Gulf countries and other regional and international actors have engaged Sudan through economic, diplomatic and security channels. Reports have noted scrutiny of certain financial flows including concerns over sanctions risks and money laundering linked to parallel networks. These pressures affect parties differently depending on their alignments and access to formal systems. The recent defections intensify such actions by providing detailed information that can be used to map disrupt or absorb existing capabilities.

In this environment defections act as notable inflection points. They go far of individual choices to influence command structures, technological edges and financial viability. The receiving side gains better understanding of the other’s methodologies however the actual strategic impact depends on how effectively the intelligence is integrated and acted upon. Sudan’s difficult terrain challenging tribal interactions and history of shifting alliances suggest that early gains may encounter setbacks or require continuous effort to maintain.

The contest involving currency, digital systems and networks reflects trends in contemporary conflicts.

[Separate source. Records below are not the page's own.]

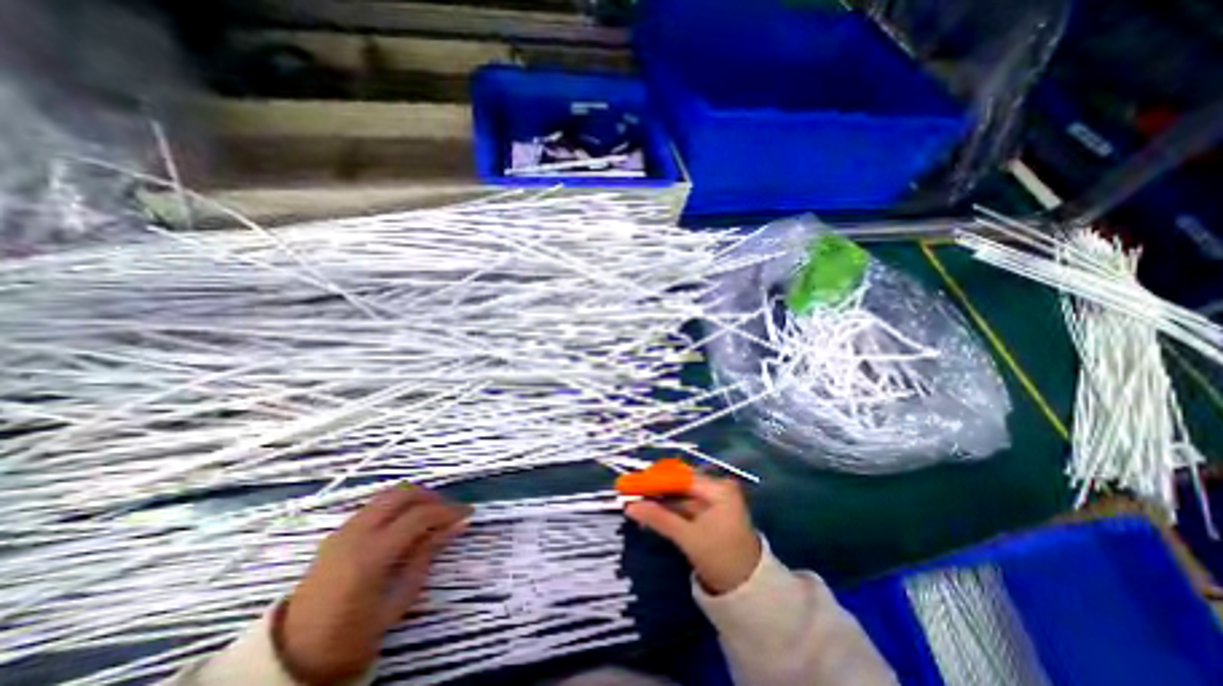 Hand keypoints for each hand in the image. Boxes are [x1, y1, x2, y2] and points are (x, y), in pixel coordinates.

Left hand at [277, 485, 472, 683]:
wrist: (291, 657)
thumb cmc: (351, 636)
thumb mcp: (398, 601)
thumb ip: (426, 556)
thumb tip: (455, 526)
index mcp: (370, 555)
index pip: (419, 516)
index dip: (448, 511)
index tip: (467, 513)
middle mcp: (355, 534)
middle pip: (402, 494)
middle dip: (431, 497)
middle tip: (449, 510)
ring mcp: (343, 530)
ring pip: (388, 495)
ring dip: (414, 498)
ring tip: (431, 514)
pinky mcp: (337, 532)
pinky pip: (375, 505)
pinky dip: (397, 505)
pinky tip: (407, 522)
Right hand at [625, 475, 760, 597]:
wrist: (748, 591)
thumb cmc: (721, 559)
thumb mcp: (688, 537)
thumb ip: (659, 518)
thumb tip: (629, 506)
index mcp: (719, 489)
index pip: (681, 477)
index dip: (656, 479)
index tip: (633, 482)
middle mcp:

While ground fighting continues control over monetary policy, data infrastructure and supply chains plays an increasingly important role in long term sustainability. Innovations by the RSF to address cash shortages now face new challenges from disclosed information. At the same time the government in Port Sudan must contend with the immense difficulties of restoring nationwide services during widespread destruction and displacement.

Competition among Gulf countries and other powers for influence in Sudan is part of larger regional positioning. Different external alignments sustain both centralized and alternative power centers complicating prospects for resolution and increasing the risk of fragmentation. In this setting financial tools and digital infrastructure have become critical domains where control over data and ledgers can carry weight comparable to territorial control.

The defections of figures such as Al-Nour Guba and Ali Rizqallah amplify the intersection of intelligence, finance, technology and geopolitics in the Sudanese conflict. They demonstrate how knowledge transfers can erode one side’s proprietary advantages and accelerate separation between competing economic and operational models. At the same time they show the conflict’s fixed difficulties with no single development is likely to be decisive on its own. Outcomes will be shaped by adaptability, local conditions and the capacity of Sudanese parties to manage internal divisions alongside external pressures.

The situation remains highly fluid. As both sides adjust to shifting incentives the interplay between conventional capabilities, currency systems and digital tools will continue to influence the path . For Sudan the central challenge is in transcending these competitive actions to address urgent humanitarian needs and build pathways toward more stable governance.